In my opinion, these two big pictures should both be presented and stressed to the students. I find it easiest, logically and pedagogically, to present derivatives and then later integrals to model independent processes and stress the point of view that these are both limiting processes. As such, I need to have discussed what a limit is. After defining integrals as limits of Riemann sums, I point out that the fact that integration, like differentiation, is a limiting process is one of two reasons why the two topics are both covered in a common course. And then I foreshadow what is to come by alluding to the fact that there is a deeper and more important link between these two concepts, which I explain a few lectures later when we are ready to discuss the Fundamental Theorem of Calculus.

Answer 4

Regarding your parenthetical comment "And it turns out that limits are not the only way to do so. Non-standard analysis uses infinitesimals in a logically rigorous way" I would like to comment that the opposition limits vs infinitesimals implied here is not entirely accurate. Limits are present in both approaches; the true opposition is between epsilon-delta methods in the context of an Archimedean continuum, and infinitesimal methods in the context of a Bernoullian (i.e., infinitesimal-enriched, as practiced by Bernoulli) continuum.
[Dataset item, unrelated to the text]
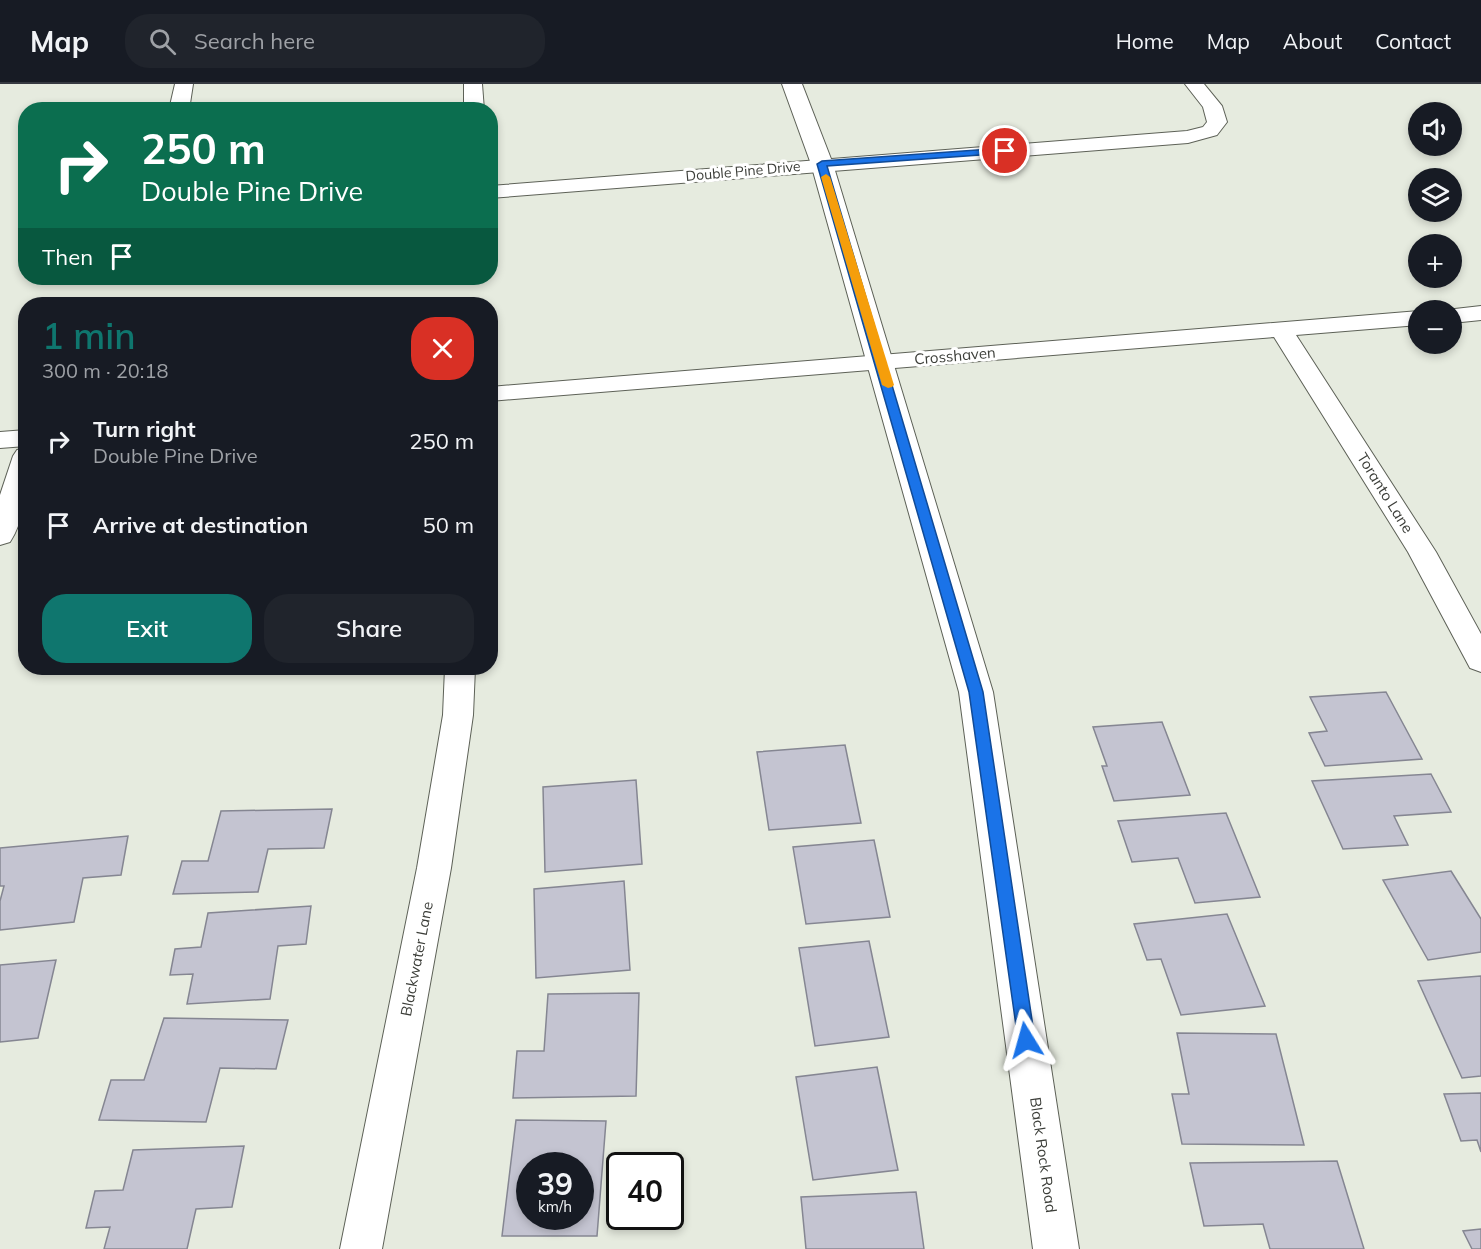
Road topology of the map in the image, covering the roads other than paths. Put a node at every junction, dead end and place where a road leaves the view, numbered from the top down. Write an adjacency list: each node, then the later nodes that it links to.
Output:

In Robinson's framework, the limit is defined in terms of the standard part function. Thus, $\lim_{x\to 0} f(x)$ is the standard part of $f(\epsilon)$ when $\epsilon$ is a nonzero infinitesimal.

Answer 5

I think this book hasn't been mentioned yet:

John C. Sparks: Calculus without Limit - Almost

[Disclaimer: I have it on my bookshelf but have to admit that I haven't read it yet, so I can't really comment on whether it's good or not.]

Answer 6

You ask why to cover limits prior the derivatives when it would be easier to cover derivatives first and limits later; to show why are limits good to know.

Why shall we cover derivatives prior without [anything that uses derivatives]?

I think it is easier to define derivatives when the students are "familiar" with limits. Same for integrals with the knowledge of derivatives. What really matters is HOW does the teacher present the part that is taught. One shall show the students an idea where the course is about to go and why.

I accidentaly passed all the exams in a highschool and thought math is one of the most boring and useless subjects. Man, how wrong I was.

At the university I was lucky to have the teacher I had. He followed the syllabus in terms:

1. Setting up the "vocabulary" (lemma, proof, set,...) and "tools" (proof,...)
2. Operations on sets and basics of boolean logic.
3. Sequence.
4. Limit of a infinite sequence. (What happens at the end of the universe?)
5. Series.
6. Sum of infinite series. (What happens when we try to sum infinite ammount of numbers?)
7. Function.
8. Limits of a function. (What happens at the end? And what happens rally closeto some point?)
9. Derivatives.
10. Integrals.

He taught us the way that it was interesting and fun. I cannot forget his "mutated definitions" that were even in tests. He randomly changed quantificators and relation in a definition and ask us to find a sequence/seires/function that fits in. He forced us to think out of the box and use any tool available.

Once you have students' passion, you can either lead them trough blind phase (limits prior derivatives) and they will follow you or directly to the finish (derivatives) and explain all the tools behind later.

Answer 7

I am not advocating any order but one reason to start with limits first is that the concept of continuity is extremely important and useful and limits are the natural way to introduce it.